Print the records below from the first line through the line containing "font-size:13px; font-weight:400; color:var(--muted)", both included, word for word.

BEGIN Input records

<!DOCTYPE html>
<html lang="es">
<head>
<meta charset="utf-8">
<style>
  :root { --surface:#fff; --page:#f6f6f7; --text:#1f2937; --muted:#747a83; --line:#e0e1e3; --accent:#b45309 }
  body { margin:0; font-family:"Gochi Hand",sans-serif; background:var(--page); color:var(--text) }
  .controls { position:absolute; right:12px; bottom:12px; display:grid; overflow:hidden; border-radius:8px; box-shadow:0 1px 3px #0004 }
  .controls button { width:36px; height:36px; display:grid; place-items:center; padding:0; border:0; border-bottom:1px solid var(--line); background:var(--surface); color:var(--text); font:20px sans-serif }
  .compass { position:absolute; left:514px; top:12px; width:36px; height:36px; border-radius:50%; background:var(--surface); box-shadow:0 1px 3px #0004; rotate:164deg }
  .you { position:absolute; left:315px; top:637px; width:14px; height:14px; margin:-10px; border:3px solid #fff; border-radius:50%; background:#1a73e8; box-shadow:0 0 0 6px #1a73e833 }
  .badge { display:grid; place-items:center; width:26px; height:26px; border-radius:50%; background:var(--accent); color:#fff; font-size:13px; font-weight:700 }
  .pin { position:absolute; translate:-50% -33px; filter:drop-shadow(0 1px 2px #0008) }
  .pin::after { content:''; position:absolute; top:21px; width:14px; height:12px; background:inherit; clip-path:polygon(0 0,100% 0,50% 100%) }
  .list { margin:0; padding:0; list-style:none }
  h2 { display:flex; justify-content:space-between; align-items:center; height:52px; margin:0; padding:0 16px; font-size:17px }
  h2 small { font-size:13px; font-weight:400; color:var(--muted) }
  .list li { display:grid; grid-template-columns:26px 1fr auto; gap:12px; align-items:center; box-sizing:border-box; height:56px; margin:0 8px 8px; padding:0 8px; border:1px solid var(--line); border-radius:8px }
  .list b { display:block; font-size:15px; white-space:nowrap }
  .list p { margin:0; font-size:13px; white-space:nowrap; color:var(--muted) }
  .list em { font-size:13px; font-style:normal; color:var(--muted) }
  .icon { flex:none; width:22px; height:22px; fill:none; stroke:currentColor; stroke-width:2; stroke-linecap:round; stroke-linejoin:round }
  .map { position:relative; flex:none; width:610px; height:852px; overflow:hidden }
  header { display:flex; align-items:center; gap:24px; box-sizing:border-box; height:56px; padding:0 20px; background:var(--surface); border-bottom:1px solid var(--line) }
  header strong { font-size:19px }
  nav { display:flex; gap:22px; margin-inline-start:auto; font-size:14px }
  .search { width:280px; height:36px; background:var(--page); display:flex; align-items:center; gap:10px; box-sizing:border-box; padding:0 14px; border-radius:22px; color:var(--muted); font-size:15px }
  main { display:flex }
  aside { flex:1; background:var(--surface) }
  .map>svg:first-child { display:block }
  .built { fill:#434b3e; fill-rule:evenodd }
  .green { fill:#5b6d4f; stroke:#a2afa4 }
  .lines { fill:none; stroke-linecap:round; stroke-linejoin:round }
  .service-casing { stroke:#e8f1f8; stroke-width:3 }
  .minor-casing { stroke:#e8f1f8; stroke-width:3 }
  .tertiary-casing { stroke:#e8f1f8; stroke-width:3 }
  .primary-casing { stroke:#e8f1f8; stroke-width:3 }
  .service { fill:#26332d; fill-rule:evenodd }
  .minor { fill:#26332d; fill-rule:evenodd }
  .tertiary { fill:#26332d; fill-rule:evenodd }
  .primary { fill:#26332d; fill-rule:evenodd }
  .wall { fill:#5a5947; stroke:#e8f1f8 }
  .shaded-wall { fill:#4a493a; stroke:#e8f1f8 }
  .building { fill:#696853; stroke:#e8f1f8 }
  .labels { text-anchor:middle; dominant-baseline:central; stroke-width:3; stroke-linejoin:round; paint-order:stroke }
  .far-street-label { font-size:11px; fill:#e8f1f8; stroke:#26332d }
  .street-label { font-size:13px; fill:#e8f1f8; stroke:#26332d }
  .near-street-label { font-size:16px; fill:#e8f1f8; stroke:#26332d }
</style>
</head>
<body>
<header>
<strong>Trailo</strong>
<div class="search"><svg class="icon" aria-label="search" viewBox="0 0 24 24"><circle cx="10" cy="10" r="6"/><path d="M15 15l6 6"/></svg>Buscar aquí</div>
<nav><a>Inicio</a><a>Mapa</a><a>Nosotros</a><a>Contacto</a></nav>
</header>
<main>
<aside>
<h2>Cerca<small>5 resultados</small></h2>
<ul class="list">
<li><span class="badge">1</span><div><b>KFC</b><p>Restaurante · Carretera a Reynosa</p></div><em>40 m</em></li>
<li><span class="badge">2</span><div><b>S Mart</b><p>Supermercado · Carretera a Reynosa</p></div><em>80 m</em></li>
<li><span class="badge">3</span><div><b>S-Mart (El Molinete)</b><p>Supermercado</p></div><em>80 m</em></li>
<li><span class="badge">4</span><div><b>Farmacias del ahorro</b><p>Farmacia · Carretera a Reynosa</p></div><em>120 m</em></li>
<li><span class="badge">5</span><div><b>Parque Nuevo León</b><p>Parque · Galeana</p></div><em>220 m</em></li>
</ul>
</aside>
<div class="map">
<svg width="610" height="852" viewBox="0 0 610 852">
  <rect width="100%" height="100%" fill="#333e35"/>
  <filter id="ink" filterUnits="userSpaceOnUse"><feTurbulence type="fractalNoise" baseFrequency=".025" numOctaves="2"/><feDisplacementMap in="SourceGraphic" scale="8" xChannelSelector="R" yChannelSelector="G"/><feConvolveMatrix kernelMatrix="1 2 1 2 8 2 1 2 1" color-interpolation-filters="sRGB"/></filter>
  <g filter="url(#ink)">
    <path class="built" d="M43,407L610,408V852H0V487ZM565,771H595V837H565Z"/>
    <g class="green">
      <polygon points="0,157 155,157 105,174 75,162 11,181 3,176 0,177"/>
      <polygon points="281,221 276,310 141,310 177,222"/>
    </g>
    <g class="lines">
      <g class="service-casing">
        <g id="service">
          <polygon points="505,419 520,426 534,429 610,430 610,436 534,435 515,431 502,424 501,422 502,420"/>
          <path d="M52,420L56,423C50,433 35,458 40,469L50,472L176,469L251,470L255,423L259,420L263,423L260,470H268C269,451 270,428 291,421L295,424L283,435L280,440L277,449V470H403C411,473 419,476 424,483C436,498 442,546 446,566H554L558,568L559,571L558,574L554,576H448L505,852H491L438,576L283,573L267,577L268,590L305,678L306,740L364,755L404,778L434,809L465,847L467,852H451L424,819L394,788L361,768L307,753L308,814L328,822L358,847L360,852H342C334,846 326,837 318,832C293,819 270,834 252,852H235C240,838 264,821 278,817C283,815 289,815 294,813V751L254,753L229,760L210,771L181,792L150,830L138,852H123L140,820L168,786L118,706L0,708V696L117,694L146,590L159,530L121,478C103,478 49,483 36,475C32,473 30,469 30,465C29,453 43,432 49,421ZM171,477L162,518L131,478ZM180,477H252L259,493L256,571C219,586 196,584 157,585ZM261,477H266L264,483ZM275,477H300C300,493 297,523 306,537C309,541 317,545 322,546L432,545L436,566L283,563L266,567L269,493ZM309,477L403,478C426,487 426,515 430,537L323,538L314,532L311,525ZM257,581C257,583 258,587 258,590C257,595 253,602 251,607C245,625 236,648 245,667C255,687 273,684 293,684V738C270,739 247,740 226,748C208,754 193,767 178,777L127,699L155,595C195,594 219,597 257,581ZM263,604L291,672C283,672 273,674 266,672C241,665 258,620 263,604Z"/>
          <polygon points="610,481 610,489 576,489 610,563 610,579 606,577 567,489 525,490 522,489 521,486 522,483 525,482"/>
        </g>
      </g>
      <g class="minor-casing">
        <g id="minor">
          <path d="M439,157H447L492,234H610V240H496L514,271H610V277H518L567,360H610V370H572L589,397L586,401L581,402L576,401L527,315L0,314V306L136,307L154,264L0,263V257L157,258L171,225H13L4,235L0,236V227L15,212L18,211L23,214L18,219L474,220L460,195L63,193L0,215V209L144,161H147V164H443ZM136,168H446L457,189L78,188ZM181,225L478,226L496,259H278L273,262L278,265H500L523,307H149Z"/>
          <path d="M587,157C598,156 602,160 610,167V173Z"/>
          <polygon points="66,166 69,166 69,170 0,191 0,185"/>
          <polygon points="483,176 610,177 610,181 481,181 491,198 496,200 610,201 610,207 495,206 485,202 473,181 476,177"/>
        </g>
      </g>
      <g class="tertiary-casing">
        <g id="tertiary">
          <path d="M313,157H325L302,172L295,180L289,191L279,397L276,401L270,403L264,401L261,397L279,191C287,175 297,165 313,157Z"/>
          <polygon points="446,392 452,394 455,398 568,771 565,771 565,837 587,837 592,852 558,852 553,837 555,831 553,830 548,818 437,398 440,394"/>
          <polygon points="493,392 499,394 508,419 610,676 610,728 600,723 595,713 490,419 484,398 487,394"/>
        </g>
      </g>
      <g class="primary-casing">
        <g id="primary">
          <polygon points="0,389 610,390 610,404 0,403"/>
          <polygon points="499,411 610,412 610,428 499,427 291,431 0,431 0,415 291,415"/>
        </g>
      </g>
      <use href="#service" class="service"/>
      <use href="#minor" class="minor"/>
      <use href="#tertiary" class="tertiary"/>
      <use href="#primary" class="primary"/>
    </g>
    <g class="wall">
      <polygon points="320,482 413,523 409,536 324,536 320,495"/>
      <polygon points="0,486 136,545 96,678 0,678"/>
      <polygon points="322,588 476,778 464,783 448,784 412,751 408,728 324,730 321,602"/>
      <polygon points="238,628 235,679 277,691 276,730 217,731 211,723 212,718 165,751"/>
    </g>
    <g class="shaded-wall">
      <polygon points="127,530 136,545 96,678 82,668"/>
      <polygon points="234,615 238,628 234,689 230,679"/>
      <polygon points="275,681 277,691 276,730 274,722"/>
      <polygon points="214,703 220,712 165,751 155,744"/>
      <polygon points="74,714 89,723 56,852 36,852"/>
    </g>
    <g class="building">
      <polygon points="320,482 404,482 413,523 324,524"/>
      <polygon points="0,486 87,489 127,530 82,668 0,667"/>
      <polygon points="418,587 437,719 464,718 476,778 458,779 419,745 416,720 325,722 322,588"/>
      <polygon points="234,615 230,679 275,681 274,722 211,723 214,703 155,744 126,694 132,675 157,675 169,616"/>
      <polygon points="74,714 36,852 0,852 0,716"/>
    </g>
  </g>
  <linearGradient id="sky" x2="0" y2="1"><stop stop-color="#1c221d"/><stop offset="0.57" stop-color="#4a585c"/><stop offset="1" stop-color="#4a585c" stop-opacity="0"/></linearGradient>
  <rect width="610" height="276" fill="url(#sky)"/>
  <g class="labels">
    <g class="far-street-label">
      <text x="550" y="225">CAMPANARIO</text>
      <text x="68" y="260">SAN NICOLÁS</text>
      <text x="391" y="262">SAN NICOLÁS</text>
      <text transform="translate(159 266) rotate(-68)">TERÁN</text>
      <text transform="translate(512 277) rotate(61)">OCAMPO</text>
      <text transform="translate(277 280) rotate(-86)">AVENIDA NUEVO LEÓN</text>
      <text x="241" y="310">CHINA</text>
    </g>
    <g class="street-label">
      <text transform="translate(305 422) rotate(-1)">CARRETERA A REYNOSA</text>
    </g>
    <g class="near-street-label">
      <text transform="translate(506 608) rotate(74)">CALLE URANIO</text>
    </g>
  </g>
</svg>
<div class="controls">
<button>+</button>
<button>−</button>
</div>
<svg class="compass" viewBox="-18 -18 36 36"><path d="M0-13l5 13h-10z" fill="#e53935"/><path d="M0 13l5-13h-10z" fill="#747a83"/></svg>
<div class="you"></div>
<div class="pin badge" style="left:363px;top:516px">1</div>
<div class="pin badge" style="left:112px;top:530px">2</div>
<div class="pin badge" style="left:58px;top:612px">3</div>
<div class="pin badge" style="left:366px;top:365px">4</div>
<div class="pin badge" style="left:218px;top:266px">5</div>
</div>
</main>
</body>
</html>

END Input records

**Task response:**
<!DOCTYPE html>
<html lang="es">
<head>
<meta charset="utf-8">
<style>
  :root { --surface:#fff; --page:#f6f6f7; --text:#1f2937; --muted:#747a83; --line:#e0e1e3; --accent:#b45309 }
  body { margin:0; font-family:"Gochi Hand",sans-serif; background:var(--page); color:var(--text) }
  .controls { position:absolute; right:12px; bottom:12px; display:grid; overflow:hidden; border-radius:8px; box-shadow:0 1px 3px #0004 }
  .controls button { width:36px; height:36px; display:grid; place-items:center; padding:0; border:0; border-bottom:1px solid var(--line); background:var(--surface); color:var(--text); font:20px sans-serif }
  .compass { position:absolute; left:514px; top:12px; width:36px; height:36px; border-radius:50%; background:var(--surface); box-shadow:0 1px 3px #0004; rotate:164deg }
  .you { position:absolute; left:315px; top:637px; width:14px; height:14px; margin:-10px; border:3px solid #fff; border-radius:50%; background:#1a73e8; box-shadow:0 0 0 6px #1a73e833 }
  .badge { display:grid; place-items:center; width:26px; height:26px; border-radius:50%; background:var(--accent); color:#fff; font-size:13px; font-weight:700 }
  .pin { position:absolute; translate:-50% -33px; filter:drop-shadow(0 1px 2px #0008) }
  .pin::after { content:''; position:absolute; top:21px; width:14px; height:12px; background:inherit; clip-path:polygon(0 0,100% 0,50% 100%) }
  .list { margin:0; padding:0; list-style:none }
  h2 { display:flex; justify-content:space-between; align-items:center; height:52px; margin:0; padding:0 16px; font-size:17px }
  h2 small { font-size:13px; font-weight:400; color:var(--muted) }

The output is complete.